As you all are aware, Christmas is a time that everybody likes to overindulge. However there are sweet and cheerful tips that can help you to keep on track! A lot of people will accept defeat and just think ‘I’ll just cut down in January’. Don’t admit defeat; Christmas doesn’t need to make you put on weight.
- Remember to keep up your training – As Christmas comes around the corner people automatically start to lower their intensity and commitment to training. If you can exercise for at least an hour 2-5 times a week then you can achieve a calorie burning of way over 1000kcal if you work hard! Some gyms are even open on Christmas day to keep people on track!

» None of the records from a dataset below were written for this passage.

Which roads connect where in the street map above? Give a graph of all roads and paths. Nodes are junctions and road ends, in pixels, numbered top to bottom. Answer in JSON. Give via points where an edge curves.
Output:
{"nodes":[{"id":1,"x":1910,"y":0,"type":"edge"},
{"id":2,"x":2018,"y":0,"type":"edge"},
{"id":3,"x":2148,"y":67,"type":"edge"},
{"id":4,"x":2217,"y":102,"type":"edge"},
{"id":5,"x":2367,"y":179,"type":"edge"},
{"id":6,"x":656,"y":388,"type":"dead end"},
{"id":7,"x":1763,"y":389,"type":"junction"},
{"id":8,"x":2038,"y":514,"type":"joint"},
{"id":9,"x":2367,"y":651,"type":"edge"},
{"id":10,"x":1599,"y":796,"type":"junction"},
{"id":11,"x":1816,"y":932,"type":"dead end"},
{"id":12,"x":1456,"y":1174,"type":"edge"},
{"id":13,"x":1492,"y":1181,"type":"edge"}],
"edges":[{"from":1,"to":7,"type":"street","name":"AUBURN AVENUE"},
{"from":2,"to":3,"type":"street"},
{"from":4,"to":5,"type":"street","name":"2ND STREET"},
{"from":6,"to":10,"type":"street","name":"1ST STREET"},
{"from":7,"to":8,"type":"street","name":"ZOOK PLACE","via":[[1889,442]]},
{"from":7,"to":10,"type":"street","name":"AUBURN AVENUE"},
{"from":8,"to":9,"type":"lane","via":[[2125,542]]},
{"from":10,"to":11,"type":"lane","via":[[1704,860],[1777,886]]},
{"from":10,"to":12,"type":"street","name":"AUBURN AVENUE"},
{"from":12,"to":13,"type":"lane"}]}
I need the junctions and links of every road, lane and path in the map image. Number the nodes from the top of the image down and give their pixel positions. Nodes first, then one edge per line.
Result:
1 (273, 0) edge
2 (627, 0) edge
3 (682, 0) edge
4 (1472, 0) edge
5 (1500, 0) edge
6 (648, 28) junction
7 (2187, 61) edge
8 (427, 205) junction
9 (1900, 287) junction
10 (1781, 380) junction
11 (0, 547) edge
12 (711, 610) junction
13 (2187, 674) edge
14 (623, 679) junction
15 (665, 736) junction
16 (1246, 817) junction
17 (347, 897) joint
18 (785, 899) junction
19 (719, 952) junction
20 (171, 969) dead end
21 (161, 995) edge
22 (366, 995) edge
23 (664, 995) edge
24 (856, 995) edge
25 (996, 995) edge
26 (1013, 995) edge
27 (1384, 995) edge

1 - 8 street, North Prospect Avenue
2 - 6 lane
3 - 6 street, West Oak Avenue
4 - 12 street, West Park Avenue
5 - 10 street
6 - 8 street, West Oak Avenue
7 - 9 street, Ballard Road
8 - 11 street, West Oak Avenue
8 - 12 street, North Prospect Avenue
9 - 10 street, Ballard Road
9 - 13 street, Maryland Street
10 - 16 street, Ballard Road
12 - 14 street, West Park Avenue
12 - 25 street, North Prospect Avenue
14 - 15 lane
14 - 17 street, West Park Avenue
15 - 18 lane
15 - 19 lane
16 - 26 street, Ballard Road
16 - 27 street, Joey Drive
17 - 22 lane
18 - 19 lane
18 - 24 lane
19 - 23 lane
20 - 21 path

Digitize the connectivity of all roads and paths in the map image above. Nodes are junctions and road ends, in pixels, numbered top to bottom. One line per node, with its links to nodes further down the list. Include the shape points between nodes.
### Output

- Exercises you can do at home – calf raises (find a step to use), glute bridge, plank, squats, lunges, press ups, sit ups, russian twists, burpees, jumping jacks, mountain climbers, tricep dips, lateral leg raisers, (reverse) cobra, bear crawl, wall sit, single leg deadlift, sit to stand, elbow to knee and many more
- Don’t binge – We all like to treat ourselves around Christmas but it’s all about portion control. Research has found that the average person will consume around 3000 calories in their Christmas dinner alone! That’s more than the recommended consumption for a grown man! Aim to chew each mouthful around 20 times and place your knife and fork on the table between mouthfuls. This will enable you to eat slow and therefore eat less before you feel full as your body has time to react to the food consumption and tell you when it’s full. Reducing your portion size is key to maintaining your body weight over Christmas
- Cravings – When you experience a craving for junk food it’s actually your body wanting carbs. Find yourself a nice piece of fruit – maybe a banana or orange and wait 20 minutes. Once the 20 minutes is up you should feel your craving significantly reduce or completely disappear. Have you ever scoffed down loads of chocolate and then regret it 20 minutes later? It’s because you need to provide your body with enough time to digest the food
- Try to avoid consuming too much alcohol – An average bottle of wine contains around 1000 calories (half of the daily recommended allowance for women and equates to a medium McDonalds meal!). Therefore if you were to consume 3000 calories in your Christmas dinner and 1000 calories from your wine, already you’re double the female recommended allowance!
- Sleep – Make sure you keep on top of your sleeping routine. If you start to reduce your sleeping hours your body will think it wants more calories when in actual fact it just wants sleep! Remember to aim for at least 6-8 hours each night.